В этом же письме он вспомнил, не называя по имени, Крупскую, которую числил среди личных врагов: «Это будет разоружение группы Зиновьева и ликвидация зиновьевской линии за наглость в деле подготовки раскола — вспомните слова о Стокгольме на съезде!»
На пленуме ЦК Троцкий огласил «Заявление 13-ти». Его подписали вместе с ним Григорий Евсеевич Зиновьев, Лев Борисович Каменев, Надежда Константиновна Крупская, а также секретарь ЦК Григорий Еремеевич Евдокимов, члены ЦК Георгий Леонидович Пятаков и Иван Петрович Бакаев, кандидат в члены ЦК Михаил Михайлович Лашевич, члены Центральной контрольной комиссии ВКП(б) Георгий Янович Лиздинь, Николай Иванович Муралов, Альвина Августовна Петерсон, Константин Степанович Соловьев, Петр Николаевич Авдеев.

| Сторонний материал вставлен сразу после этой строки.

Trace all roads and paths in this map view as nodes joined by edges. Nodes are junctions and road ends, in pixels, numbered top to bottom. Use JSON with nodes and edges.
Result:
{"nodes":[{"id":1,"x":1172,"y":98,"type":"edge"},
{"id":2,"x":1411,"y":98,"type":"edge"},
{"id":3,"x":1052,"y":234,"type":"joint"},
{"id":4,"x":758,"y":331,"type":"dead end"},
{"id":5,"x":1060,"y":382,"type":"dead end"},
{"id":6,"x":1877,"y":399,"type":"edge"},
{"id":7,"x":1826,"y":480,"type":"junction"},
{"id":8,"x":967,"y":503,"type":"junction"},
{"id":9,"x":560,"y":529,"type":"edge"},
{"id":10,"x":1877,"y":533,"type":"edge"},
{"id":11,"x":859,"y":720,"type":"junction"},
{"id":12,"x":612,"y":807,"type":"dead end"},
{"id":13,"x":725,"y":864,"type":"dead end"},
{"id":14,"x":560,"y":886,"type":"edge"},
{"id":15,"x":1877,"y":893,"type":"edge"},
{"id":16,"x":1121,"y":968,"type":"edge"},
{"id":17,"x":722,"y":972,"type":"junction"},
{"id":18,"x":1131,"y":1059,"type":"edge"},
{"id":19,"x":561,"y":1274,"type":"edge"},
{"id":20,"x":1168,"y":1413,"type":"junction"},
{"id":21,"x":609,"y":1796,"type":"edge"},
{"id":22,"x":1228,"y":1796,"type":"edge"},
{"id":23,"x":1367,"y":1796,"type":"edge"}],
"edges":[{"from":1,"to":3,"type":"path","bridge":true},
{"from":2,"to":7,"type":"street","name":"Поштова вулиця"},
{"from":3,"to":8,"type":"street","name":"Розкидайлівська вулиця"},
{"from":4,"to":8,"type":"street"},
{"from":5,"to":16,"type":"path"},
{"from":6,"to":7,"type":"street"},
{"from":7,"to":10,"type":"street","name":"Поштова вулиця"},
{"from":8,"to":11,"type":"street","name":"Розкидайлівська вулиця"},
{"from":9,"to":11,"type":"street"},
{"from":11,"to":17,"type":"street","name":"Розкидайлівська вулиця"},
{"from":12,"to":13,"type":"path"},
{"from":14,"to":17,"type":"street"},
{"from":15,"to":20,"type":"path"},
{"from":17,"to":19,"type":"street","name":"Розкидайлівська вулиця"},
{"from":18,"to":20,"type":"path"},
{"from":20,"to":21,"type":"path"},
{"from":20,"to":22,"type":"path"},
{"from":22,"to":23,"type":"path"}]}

Все они были очень известные в партии люди, большинство — выходцы из революционного Петрограда. Они протестовали против внезапной атаки на Зиновьева: «Вопрос этот, как совершенно ясно для всех, решался в той группе, руководителем которой является т. Сталин. Мы имеем перед собою новый этап в осуществлении давно намеченного и систематически проводимого плана».
На заседании политбюро 11 октября 1926 года, когда разбирались с оппозицией, Сталин обрушился на вдову:
— Насчет Крупской. Я не сомневаюсь, что Крупская, сознательно или бессознательно, я не берусь утверждать, в своей аналогии насчет Стокгольма первая бросила семя раскола, идею раскола на XIV съезде.
Ворошилов, как обычно, поддержал генсека:
— Правильно.
Сталин продолжал:
— Это факт. И это опасная ошибка, ибо она, эта ошибка, имеет тенденцию послужить почвой для идеологии раскола в нашей партии. Вы должны признать эту ошибку, если вы против раскола. Может быть, форма нашего условия не нравится — я не настаиваю на букве. Но отгородиться от идеологии раскола абсолютно необходимо. То, что она сказала, это идеология раскола в нашей партии.
Первый нарком финансов СССР Григорий Сокольников, который, как и надеялся Ленин, ликвидировал гиперинфляцию, стабилизировал денежное обращение (да и всю экономику) и вернул стране крепкий рубль, вступился за его вдову:
— Сталин говорил о фразе Крупской на XIV съезде партии о стокгольмском съезде. Как вы хотите повернуть дело? Имеете вы здесь в виду нанести удар Надежде Константиновне Крупской или хотите положить конец всяким возможностям истолкования фразы о стокгольмском съезде в таком направлении, которое пошло бы по линии раскола.
— Нанести удар идее раскола, — объяснил Сталин.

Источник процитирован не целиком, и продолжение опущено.